To do:
Please show each line of the listing where "every" is present.

* * *

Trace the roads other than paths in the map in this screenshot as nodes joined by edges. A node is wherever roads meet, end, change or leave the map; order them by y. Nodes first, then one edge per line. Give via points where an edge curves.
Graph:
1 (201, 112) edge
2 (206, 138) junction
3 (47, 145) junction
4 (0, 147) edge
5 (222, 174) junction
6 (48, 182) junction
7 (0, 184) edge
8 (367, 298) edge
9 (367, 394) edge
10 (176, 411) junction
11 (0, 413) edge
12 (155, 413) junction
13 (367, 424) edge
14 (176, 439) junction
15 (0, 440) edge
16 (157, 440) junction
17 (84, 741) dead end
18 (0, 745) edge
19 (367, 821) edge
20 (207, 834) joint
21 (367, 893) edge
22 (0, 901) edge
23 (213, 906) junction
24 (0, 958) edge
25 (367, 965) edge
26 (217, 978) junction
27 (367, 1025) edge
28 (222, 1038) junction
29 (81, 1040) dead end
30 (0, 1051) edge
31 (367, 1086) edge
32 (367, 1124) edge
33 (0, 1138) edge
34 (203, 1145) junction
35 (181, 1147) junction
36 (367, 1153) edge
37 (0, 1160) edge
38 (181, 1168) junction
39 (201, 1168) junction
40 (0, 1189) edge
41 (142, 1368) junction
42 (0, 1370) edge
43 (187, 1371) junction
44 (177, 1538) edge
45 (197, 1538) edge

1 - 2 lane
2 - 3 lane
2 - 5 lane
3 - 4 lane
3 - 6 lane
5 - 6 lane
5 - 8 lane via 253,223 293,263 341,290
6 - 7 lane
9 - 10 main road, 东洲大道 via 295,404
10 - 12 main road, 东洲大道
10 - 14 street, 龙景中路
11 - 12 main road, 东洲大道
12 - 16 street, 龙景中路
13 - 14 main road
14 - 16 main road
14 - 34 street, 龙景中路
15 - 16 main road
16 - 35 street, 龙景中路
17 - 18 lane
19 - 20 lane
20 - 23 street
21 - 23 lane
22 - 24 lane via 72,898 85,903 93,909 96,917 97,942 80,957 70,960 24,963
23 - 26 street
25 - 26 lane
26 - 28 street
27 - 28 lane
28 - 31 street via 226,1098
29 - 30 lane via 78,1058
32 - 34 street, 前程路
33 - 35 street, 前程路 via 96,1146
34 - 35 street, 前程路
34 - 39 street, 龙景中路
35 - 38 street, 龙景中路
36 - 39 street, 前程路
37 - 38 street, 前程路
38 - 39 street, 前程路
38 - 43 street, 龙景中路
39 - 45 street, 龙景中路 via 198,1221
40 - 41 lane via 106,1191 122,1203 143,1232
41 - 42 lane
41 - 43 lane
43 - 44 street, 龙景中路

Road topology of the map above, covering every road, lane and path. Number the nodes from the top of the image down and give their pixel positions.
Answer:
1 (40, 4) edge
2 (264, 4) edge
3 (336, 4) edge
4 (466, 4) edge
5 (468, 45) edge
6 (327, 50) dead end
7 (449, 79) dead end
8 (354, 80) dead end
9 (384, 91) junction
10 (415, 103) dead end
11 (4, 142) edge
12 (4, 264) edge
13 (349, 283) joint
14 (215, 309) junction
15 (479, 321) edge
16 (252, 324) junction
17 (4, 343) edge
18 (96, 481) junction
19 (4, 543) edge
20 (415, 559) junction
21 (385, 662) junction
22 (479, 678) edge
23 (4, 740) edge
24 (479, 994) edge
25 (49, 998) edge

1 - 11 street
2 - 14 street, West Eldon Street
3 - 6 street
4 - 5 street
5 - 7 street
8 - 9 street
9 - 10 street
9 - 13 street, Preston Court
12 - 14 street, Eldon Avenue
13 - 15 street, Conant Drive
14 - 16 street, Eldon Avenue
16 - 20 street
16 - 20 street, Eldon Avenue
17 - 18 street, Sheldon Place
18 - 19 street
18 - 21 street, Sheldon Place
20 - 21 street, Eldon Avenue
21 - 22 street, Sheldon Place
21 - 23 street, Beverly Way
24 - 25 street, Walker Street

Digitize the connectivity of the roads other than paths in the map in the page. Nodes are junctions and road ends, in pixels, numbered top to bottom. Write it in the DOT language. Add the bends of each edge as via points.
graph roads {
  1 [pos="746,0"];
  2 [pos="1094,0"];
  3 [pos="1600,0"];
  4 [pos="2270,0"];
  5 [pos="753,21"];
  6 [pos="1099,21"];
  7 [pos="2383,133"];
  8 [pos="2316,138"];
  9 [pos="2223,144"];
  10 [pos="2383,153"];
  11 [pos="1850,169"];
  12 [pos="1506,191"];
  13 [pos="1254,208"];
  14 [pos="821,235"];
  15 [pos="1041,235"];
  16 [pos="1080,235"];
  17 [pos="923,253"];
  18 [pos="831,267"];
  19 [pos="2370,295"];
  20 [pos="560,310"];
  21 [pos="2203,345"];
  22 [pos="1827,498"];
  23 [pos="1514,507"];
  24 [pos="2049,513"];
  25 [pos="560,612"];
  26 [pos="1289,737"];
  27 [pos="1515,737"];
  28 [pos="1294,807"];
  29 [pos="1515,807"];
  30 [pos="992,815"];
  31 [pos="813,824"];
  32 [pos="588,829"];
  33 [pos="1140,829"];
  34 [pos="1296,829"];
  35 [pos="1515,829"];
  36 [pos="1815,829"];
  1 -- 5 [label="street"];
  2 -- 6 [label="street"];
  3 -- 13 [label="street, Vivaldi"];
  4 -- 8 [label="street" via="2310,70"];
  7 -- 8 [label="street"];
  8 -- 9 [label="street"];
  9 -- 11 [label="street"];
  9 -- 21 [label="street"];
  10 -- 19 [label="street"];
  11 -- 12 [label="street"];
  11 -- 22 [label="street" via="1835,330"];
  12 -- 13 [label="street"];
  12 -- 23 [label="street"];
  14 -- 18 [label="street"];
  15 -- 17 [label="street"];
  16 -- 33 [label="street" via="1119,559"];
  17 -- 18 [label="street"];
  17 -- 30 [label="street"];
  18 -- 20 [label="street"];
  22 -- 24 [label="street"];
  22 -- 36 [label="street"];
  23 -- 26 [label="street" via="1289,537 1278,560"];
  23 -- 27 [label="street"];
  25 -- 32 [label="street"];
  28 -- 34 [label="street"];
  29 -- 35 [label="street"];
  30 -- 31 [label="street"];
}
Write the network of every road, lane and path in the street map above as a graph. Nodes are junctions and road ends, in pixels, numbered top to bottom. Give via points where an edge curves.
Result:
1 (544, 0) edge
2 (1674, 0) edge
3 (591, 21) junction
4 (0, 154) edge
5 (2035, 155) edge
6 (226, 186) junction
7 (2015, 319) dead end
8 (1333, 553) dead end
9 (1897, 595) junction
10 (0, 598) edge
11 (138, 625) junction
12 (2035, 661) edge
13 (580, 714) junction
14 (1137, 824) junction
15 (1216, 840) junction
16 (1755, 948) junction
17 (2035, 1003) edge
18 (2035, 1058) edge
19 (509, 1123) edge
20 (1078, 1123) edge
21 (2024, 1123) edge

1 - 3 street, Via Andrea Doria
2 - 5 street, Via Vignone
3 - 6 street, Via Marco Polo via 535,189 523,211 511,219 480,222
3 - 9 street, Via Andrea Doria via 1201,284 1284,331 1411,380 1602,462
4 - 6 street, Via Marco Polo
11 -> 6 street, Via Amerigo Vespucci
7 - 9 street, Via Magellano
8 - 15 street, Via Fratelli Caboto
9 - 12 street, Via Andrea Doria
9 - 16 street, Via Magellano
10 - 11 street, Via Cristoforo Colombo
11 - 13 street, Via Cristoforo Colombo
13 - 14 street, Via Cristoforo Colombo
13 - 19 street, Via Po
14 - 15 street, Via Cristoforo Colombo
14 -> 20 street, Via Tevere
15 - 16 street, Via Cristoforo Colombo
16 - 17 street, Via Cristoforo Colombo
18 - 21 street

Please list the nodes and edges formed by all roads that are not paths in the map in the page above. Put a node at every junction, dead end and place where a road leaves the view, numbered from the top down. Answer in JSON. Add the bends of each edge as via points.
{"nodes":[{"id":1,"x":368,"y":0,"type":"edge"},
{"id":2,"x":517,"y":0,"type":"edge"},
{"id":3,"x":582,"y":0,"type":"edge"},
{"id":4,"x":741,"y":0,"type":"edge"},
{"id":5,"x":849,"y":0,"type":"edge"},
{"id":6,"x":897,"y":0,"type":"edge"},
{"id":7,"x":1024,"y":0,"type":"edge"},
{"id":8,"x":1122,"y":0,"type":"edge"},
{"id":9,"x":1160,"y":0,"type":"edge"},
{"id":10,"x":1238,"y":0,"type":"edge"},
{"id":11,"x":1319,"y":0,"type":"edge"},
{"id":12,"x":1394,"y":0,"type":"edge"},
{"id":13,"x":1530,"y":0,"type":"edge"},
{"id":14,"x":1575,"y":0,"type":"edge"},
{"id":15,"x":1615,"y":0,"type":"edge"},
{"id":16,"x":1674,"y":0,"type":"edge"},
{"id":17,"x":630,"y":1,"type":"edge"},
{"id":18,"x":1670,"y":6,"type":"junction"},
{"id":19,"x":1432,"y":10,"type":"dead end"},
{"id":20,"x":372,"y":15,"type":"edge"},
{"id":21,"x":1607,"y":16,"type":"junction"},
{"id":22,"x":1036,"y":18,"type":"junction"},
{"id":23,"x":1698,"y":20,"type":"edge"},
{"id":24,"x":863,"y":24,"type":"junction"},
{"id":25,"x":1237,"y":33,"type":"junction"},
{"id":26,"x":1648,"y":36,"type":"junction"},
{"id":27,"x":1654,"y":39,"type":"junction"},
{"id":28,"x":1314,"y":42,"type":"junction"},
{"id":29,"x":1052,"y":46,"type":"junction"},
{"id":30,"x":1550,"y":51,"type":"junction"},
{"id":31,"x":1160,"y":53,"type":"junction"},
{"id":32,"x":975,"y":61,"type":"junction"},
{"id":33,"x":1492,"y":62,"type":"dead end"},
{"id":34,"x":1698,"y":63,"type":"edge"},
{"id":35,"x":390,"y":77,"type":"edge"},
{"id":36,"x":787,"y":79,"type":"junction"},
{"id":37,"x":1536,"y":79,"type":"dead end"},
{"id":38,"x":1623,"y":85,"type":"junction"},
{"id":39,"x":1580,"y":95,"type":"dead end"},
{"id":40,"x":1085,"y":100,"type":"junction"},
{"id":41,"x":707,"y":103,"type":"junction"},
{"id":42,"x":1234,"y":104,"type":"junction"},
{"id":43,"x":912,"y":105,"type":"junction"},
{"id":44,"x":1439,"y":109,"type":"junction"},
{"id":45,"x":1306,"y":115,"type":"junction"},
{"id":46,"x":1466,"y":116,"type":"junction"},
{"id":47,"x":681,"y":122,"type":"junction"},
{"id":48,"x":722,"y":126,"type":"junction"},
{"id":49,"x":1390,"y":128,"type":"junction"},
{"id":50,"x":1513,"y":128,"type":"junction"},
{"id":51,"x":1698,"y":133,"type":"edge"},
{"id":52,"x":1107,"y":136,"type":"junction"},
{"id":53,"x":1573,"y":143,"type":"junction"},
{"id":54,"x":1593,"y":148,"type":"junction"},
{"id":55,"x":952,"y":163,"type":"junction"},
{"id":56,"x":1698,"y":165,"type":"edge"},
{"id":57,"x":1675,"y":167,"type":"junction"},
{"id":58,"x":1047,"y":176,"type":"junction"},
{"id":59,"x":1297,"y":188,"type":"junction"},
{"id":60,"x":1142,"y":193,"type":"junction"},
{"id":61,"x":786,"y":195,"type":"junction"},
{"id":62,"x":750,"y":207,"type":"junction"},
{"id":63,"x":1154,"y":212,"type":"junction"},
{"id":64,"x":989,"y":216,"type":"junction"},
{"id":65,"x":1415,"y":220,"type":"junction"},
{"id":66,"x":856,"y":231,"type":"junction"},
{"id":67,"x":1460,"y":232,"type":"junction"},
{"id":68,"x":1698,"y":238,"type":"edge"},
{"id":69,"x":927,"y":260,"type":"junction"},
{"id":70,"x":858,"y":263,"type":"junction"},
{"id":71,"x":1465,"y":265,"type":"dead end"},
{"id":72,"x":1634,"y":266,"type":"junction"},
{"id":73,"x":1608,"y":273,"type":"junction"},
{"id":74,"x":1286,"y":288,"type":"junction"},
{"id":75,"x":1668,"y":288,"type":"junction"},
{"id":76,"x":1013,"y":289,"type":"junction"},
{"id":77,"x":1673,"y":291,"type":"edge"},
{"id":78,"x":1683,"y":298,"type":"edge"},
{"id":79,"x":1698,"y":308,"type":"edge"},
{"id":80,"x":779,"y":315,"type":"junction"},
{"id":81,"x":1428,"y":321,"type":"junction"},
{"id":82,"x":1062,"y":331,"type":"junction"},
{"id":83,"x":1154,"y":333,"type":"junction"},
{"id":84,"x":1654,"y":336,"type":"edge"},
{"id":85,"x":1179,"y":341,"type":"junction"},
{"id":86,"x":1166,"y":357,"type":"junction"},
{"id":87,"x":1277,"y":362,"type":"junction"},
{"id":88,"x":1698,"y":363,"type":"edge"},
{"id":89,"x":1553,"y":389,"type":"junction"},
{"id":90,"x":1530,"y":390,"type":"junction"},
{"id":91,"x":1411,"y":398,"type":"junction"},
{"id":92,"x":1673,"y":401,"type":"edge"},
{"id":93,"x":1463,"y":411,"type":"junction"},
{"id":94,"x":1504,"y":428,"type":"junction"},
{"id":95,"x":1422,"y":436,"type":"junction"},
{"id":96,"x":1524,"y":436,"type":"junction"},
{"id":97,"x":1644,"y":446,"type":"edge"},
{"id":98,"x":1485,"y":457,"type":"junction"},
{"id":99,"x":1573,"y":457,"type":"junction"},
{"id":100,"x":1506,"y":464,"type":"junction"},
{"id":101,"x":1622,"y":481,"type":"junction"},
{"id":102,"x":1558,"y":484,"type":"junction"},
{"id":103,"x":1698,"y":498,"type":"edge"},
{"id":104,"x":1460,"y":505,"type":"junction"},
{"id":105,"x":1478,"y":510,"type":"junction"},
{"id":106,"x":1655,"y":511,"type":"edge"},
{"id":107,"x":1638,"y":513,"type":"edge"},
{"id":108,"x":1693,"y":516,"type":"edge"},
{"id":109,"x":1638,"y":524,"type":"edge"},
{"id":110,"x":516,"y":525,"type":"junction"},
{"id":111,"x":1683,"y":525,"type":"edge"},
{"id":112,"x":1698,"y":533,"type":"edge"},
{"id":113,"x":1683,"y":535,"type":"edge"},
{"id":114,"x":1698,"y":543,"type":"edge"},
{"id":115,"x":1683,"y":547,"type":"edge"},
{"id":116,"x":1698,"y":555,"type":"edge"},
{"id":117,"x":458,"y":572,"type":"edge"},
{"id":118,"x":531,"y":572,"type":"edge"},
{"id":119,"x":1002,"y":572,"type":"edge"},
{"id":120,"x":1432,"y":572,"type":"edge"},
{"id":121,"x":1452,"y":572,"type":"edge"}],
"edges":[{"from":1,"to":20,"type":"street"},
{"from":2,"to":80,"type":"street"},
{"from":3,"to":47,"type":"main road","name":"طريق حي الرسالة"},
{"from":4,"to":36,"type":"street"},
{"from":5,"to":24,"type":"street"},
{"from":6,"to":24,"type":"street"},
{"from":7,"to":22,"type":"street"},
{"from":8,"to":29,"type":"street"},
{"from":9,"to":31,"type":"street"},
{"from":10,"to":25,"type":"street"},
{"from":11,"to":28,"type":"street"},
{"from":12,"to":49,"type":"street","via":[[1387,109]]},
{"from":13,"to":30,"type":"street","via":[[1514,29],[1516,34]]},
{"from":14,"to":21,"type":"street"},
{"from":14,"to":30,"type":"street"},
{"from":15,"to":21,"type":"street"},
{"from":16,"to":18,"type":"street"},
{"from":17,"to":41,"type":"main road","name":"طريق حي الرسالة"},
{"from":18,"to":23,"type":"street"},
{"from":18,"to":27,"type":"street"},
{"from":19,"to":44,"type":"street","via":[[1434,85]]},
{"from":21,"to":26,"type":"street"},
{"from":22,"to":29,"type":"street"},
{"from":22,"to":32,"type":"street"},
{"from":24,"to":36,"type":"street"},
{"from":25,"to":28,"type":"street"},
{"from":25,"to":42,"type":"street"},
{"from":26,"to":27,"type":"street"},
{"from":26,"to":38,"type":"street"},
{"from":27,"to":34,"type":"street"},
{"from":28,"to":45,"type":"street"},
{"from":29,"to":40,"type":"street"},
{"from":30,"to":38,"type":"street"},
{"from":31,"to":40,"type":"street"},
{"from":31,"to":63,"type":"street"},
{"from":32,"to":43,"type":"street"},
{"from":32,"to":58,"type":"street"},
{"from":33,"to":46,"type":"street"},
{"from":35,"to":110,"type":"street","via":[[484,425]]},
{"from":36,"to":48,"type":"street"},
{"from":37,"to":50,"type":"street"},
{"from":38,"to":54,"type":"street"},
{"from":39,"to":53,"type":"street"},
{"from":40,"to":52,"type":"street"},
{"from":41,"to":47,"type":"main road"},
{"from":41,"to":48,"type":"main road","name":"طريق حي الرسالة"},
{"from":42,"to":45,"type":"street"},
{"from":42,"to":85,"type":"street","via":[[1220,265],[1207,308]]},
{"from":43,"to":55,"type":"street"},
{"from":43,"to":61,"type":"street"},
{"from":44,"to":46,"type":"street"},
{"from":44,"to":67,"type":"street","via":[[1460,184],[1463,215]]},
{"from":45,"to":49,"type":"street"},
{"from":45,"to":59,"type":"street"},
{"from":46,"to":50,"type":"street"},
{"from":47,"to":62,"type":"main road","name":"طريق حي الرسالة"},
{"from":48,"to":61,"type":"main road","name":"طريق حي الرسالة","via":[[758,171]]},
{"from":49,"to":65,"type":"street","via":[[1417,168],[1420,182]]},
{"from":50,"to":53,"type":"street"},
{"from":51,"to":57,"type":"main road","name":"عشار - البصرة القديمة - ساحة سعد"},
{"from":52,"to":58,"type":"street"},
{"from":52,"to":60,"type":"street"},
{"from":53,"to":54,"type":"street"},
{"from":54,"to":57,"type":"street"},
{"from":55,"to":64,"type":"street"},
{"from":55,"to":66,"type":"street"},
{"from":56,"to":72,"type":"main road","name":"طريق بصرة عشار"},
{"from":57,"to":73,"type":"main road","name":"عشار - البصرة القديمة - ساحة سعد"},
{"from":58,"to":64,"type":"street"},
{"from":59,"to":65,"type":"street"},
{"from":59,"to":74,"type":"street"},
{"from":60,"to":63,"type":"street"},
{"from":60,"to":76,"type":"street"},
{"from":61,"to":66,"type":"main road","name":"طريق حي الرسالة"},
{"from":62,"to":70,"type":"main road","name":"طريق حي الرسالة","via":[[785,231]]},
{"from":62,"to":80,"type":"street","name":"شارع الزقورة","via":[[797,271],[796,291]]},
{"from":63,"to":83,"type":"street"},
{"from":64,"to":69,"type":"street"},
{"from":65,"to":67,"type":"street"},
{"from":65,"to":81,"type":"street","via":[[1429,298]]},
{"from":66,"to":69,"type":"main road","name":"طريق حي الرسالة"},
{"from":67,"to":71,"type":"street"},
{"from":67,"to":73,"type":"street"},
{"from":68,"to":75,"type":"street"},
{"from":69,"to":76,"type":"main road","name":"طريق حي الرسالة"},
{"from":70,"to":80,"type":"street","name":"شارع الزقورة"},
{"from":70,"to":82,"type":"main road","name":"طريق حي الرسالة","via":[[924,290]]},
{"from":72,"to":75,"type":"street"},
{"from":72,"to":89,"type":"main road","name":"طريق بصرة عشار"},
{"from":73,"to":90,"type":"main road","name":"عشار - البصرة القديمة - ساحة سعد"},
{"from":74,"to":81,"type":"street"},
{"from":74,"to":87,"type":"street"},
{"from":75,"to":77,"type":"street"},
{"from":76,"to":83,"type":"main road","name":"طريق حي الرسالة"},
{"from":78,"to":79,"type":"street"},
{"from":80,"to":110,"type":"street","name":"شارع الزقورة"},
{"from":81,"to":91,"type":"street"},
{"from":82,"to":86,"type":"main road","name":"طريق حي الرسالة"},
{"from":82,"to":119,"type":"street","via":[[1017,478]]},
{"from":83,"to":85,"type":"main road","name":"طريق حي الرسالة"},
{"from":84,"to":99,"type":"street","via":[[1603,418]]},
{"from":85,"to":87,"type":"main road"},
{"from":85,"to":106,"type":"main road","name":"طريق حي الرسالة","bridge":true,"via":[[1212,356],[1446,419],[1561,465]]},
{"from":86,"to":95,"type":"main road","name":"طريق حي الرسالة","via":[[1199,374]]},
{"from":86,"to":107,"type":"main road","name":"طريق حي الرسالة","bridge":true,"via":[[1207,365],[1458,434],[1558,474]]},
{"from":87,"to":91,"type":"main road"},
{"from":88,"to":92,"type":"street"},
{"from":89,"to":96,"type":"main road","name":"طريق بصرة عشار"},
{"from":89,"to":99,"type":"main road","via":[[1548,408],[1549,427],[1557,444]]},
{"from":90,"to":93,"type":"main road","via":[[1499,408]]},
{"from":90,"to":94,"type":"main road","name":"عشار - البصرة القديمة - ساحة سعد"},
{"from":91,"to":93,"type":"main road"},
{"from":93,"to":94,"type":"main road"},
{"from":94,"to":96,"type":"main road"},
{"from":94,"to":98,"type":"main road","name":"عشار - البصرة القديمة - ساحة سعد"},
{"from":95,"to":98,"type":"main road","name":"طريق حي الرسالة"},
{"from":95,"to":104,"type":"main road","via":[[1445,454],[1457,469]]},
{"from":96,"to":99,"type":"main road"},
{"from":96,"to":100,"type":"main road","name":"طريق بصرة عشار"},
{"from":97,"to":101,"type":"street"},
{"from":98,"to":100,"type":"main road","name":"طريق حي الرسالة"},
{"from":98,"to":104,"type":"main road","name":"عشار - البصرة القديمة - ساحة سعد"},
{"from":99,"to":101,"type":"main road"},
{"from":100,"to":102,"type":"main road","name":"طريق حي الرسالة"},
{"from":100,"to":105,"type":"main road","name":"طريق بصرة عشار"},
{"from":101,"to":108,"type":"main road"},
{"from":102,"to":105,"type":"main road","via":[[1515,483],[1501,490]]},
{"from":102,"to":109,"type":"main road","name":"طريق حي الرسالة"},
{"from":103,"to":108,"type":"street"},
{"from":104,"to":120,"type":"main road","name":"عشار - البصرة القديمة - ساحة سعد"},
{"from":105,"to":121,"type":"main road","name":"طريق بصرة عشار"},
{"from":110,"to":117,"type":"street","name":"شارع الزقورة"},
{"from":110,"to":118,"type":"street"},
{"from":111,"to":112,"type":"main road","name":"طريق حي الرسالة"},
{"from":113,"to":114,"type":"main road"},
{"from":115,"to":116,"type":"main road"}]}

* * *

Output for this exercise:
Road topology of the map above, covering every road, lane and path. Number the nodes from the top of the image down and give their pixel positions.
Write the network of every road, lane and path in the street map above as a graph. Nodes are junctions and road ends, in pixels, numbered top to bottom. Give via points where an edge curves.
Please list the nodes and edges formed by all roads that are not paths in the map in the page above. Put a node at every junction, dead end and place where a road leaves the view, numbered from the top down. Answer in JSON. Add the bends of each edge as via points.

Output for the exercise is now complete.